Sarasota Memorial Hospital concerned how the agency treated plaintiff Sarasota Memorial‘s payments of its employee‘s portion of Federal Insurance Contributions Act (“FICA“) taxes in calculating the wage index. Because Sarasota Memorial paid its employees’ portion of FICA taxes, instead of the employees paying them from their gross wages, HHS treated these payments as fringe benefits, excluding them from Sarasota Memorial‘s wage costs when it calculated the Sarasota MSA‘s wage index. For other hospitals, however, HHS treated the employee portion of FICA taxes paid by employees as wages, including them in those hospitals’ wage costs. The Eleventh Circuit ruled there was no reasonable basis for classifying the same FICA payments as wages when paid by the employee but as fringe benefits when paid by the employer, citing the FICA statute which excluded employer-paid employee FICA taxes from the definition of wages only for purposes of calculating FICA taxes and noting that the agency did not explain why the FICA payments were not considered salary or wages in the first place. Sarasota Mem‘l Hosp., 60 F.3d at 1512, citing
Finally, plaintiffs point out that “CMS‘s task is unambiguous: to calculate a factor that reflects geographic-area wage-level differences, and nothing else.” Pls. Mem. at 13, quoting Bellevue Hosp. Ctr., 443 F.3d at 174. But plaintiffs fail to quote the rest of the Bellevue opinion, which holds that because “the statute leaves considerable ambiguity as to the term ‘geographic area,’ ... the agency has considerable discretion.” Bellevue Hosp. Ctr., 443 F.3d at 175. As discussed above, the statute similarly leaves open the question of how the agency must calculate the wage index, leaving the agency to determine how to account for the costs of a hospital group with hospitals located in more than one geographic area.

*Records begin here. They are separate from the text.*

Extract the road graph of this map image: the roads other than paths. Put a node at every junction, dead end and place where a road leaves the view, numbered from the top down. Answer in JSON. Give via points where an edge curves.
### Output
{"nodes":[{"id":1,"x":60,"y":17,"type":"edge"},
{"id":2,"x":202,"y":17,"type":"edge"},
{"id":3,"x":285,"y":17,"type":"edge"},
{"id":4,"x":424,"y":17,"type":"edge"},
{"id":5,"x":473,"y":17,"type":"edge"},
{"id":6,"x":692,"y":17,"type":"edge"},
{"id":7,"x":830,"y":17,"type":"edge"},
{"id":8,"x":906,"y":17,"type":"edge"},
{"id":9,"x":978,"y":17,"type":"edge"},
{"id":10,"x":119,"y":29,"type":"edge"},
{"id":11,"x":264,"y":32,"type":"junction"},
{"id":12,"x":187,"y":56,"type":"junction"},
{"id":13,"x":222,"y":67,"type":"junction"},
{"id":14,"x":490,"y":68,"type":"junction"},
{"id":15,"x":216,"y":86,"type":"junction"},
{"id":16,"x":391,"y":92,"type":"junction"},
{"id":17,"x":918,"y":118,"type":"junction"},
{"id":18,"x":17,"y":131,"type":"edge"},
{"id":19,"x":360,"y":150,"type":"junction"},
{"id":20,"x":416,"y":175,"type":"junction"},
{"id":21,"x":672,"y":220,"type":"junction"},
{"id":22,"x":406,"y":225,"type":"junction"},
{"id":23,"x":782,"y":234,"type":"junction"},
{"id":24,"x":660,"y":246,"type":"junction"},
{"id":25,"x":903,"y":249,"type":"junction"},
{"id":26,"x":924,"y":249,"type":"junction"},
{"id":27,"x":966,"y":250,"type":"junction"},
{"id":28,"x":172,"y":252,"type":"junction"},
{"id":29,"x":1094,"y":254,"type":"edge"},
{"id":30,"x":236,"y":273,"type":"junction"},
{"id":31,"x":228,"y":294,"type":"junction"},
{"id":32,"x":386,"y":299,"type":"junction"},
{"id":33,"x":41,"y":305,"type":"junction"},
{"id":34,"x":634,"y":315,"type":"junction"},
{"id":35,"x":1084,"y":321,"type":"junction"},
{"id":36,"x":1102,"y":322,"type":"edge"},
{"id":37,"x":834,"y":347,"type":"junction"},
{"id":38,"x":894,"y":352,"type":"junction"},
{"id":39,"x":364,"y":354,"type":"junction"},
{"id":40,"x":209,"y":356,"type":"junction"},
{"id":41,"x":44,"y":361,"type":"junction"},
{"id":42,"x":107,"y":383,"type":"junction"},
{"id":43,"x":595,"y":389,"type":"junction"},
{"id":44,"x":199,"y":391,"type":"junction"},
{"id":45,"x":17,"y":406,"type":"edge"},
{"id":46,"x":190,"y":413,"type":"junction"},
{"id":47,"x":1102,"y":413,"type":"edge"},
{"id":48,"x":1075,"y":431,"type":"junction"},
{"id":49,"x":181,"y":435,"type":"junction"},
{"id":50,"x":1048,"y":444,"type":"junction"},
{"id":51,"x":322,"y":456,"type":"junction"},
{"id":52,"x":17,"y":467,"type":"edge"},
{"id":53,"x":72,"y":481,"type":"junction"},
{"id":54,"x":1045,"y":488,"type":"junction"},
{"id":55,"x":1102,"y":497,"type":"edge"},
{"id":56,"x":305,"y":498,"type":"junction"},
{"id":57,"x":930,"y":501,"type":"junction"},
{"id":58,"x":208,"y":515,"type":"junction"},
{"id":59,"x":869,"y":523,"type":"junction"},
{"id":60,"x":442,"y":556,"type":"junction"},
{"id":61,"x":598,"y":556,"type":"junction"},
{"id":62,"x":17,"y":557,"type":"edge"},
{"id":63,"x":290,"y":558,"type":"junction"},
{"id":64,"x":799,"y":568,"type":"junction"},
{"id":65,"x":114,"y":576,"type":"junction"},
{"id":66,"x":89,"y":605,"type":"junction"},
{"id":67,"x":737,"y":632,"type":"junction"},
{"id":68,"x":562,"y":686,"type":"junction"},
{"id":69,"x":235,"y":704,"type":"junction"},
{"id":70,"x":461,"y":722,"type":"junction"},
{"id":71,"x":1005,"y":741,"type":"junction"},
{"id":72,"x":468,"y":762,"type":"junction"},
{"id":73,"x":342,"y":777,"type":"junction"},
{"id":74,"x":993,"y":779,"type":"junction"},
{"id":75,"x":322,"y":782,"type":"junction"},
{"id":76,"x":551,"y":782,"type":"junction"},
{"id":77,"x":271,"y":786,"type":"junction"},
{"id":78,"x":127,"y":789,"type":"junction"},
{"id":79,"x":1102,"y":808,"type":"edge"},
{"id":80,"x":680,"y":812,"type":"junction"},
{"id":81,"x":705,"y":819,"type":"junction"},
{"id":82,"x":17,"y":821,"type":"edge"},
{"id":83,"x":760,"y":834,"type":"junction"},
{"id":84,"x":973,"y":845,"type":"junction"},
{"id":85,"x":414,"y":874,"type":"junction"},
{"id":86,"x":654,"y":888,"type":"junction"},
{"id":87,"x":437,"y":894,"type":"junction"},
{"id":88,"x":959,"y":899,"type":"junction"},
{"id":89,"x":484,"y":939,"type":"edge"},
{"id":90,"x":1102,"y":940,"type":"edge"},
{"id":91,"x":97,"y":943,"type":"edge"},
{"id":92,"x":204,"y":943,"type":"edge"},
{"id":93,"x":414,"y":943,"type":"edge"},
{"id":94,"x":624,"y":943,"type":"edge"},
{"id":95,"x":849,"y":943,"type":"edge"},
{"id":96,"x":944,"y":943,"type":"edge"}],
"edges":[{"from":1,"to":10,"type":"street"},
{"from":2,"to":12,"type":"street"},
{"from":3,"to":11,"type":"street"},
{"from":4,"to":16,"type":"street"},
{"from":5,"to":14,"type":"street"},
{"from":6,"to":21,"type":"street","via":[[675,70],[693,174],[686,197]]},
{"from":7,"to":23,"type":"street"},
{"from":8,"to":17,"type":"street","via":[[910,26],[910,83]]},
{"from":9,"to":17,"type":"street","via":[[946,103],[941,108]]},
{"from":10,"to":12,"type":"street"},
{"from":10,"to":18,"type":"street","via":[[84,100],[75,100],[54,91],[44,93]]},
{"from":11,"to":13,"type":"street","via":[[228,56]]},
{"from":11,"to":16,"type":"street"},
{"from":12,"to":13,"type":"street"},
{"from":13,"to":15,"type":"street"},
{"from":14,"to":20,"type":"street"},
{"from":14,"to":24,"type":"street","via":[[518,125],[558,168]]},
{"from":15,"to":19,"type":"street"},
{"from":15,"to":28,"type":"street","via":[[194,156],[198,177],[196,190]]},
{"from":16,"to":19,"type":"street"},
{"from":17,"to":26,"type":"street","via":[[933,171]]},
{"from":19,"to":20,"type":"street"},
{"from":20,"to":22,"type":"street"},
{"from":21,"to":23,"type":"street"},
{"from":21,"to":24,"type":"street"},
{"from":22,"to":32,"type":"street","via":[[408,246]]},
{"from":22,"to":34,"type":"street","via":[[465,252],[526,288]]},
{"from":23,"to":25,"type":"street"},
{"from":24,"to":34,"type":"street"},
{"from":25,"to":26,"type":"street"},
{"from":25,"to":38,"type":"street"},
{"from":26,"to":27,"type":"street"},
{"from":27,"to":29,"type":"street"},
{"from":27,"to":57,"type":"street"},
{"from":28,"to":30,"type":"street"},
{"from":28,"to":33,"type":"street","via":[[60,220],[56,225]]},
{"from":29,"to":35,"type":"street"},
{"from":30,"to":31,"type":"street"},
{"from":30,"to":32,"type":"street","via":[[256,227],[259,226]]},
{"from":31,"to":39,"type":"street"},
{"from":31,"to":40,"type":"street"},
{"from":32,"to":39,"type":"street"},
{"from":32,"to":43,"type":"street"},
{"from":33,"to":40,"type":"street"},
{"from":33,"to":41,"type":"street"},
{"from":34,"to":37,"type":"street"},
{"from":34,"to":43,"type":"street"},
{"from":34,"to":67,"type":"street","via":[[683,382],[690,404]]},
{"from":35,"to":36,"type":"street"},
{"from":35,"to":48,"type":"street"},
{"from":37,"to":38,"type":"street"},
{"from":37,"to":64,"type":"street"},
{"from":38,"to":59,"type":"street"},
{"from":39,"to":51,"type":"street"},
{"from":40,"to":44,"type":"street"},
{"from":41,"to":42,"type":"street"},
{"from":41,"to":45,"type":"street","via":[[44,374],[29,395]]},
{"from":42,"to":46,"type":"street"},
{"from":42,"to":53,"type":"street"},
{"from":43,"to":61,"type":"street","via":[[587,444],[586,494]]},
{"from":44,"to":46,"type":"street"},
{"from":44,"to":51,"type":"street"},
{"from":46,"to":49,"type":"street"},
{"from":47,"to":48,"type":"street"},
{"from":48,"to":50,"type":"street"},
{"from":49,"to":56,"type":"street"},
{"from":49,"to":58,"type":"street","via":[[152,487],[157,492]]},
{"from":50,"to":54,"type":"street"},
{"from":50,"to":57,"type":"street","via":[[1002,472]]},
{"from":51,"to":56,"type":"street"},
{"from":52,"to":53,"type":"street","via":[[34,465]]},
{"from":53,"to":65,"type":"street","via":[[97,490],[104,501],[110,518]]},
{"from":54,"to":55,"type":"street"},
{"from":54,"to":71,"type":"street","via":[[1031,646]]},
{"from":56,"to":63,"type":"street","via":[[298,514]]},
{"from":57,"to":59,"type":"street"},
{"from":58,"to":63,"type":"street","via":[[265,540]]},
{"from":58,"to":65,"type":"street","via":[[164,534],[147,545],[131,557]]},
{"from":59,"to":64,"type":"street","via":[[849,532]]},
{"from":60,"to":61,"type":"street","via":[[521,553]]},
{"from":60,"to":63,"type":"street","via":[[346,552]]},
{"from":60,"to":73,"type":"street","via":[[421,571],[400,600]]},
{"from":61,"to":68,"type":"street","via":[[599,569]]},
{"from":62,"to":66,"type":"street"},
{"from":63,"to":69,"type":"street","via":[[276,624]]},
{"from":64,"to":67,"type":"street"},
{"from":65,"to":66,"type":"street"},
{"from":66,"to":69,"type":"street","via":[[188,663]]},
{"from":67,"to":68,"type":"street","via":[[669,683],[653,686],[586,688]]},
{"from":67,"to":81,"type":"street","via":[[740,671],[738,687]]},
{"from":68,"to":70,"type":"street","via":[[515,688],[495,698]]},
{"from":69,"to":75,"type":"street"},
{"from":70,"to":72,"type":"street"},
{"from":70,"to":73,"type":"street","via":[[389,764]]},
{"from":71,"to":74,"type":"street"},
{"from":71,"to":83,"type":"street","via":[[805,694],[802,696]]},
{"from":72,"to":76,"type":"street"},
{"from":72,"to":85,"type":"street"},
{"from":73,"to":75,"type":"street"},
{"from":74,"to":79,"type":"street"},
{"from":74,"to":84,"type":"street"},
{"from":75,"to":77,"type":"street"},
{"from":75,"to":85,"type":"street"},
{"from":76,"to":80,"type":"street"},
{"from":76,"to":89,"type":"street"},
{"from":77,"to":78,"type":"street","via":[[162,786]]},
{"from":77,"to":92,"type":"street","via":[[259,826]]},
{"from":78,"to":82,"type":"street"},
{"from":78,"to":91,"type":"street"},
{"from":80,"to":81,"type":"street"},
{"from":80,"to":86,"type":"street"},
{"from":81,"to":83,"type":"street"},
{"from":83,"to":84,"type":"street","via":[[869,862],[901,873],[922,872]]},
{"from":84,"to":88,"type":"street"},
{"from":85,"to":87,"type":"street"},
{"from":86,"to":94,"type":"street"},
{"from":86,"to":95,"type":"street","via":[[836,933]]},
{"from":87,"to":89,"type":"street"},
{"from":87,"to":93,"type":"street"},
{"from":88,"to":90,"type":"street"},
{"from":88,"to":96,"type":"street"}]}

Given this, the Court holds that it was not arbitrary and capricious for the Secretary to include the wage costs of St. Luke‘s Hospital and Charlton Hospital in calculating the wage index of the Boston-Quincy CBSA for FY 2006 and 2007.
IV. CONCLUSION
For the reasons set forth above, plaintiffs’ motion for summary judgment will be denied and defendant‘s cross-motion for summary judgment will be granted. A separate order will issue.